Katie, it turned out, was also cool as hell, and we had a lot in common: just a couple of femmes who were into bikes and Hamm’s and ’80s punk. We both had two cats, we both loved monster trucks and @dasharez0ne—and Stevie Nicks. And eventually, she said those 19 little words every recently cucked gal who just learned her “relationship” is actually a half-year con longs to hear: “So the real question now is: Are we going to Fleetwood Mac together since I'm repossessing [REDACTED’S] birthday ticket?”


Show me a more metaphorically on-the-nose group than the one that penned Rumours to soundtrack a friendship forged in such a strange emotional chaos. Telling your girlfriend you’re spending the day at Mom’s when actually you’re at an amusement park with your other girlfriend? How very Christine McVie telling John that “You Make Loving Fun” was about her dog. The primal, wounded anguish of “Go Your Own Way”? That’s finding out about the aforementioned lie(s), and asking a one-time partner to kindly fuck off forever outside of your favorite bar. “Don’t Stop” is the willful optimism you’ll perform in the weeks that follow.

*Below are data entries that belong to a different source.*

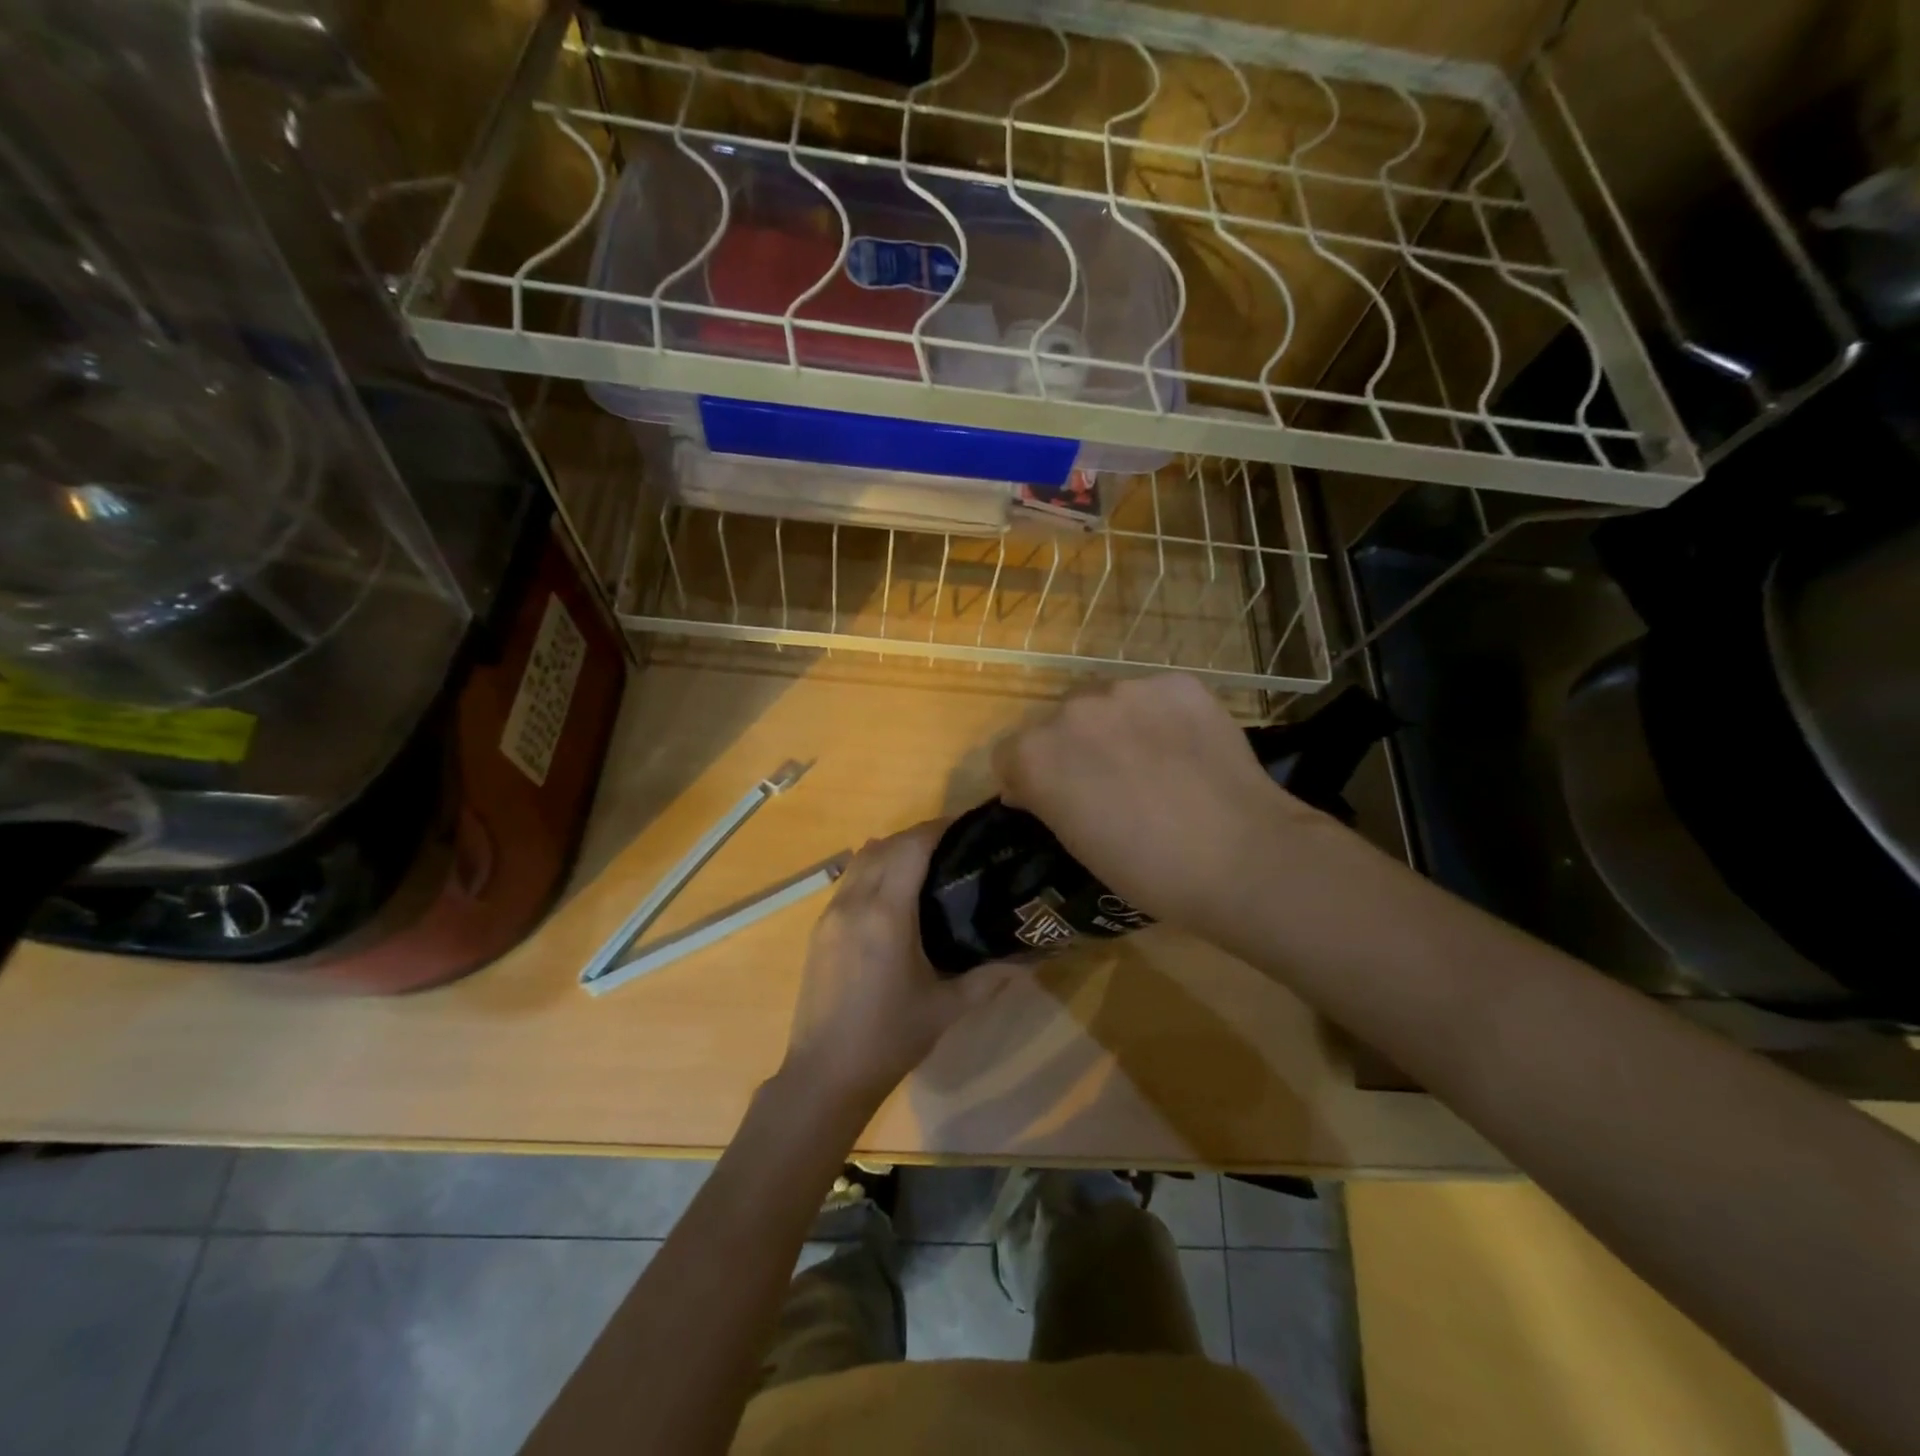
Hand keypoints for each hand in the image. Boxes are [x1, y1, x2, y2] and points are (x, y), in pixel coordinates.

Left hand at [783, 822, 1019, 1114]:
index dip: (939, 828)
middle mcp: (854, 902)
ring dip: (892, 849)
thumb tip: (1032, 958)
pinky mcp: (819, 929)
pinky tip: (893, 890)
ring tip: (926, 862)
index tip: (967, 825)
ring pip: (861, 859)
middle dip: (918, 835)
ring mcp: (830, 914)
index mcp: (886, 913)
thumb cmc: (890, 1039)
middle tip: (955, 845)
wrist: (825, 1075)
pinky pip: (848, 880)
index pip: (911, 847)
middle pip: (886, 845)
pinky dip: (872, 869)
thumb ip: (990, 978)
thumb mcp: (947, 1008)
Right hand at [992, 674, 1329, 937]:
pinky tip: (1186, 749)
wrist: (1239, 857)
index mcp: (1035, 754)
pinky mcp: (1177, 683)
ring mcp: (1127, 689)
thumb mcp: (1075, 843)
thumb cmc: (1146, 870)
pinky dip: (1162, 717)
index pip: (1010, 754)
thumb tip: (1034, 787)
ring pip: (1107, 703)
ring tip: (1155, 764)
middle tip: (1109, 784)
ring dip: (1116, 727)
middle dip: (1074, 748)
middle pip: (1058, 722)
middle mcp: (1072, 709)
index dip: (1029, 779)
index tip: (1055, 802)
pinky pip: (1154, 696)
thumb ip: (1047, 799)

Months after meeting, Katie and I heard all those tracks and then some last night at the Xcel Energy Center, during a marathon Fleetwood Mac set.

There’s been lots of speculation following Lindsey Buckingham’s abrupt firing earlier this year—I don’t have to tell you Fleetwood drama in no way stopped post-Rumours—about what his absence would mean. Would the Lindsey-less lineup trot out his tracks? Would a more-is-better approach—subbing in Crowded House frontman Neil Finn and former Heartbreakers guitarist Mike Campbell—help fill Buck’s black blazer? Will it still be worth it?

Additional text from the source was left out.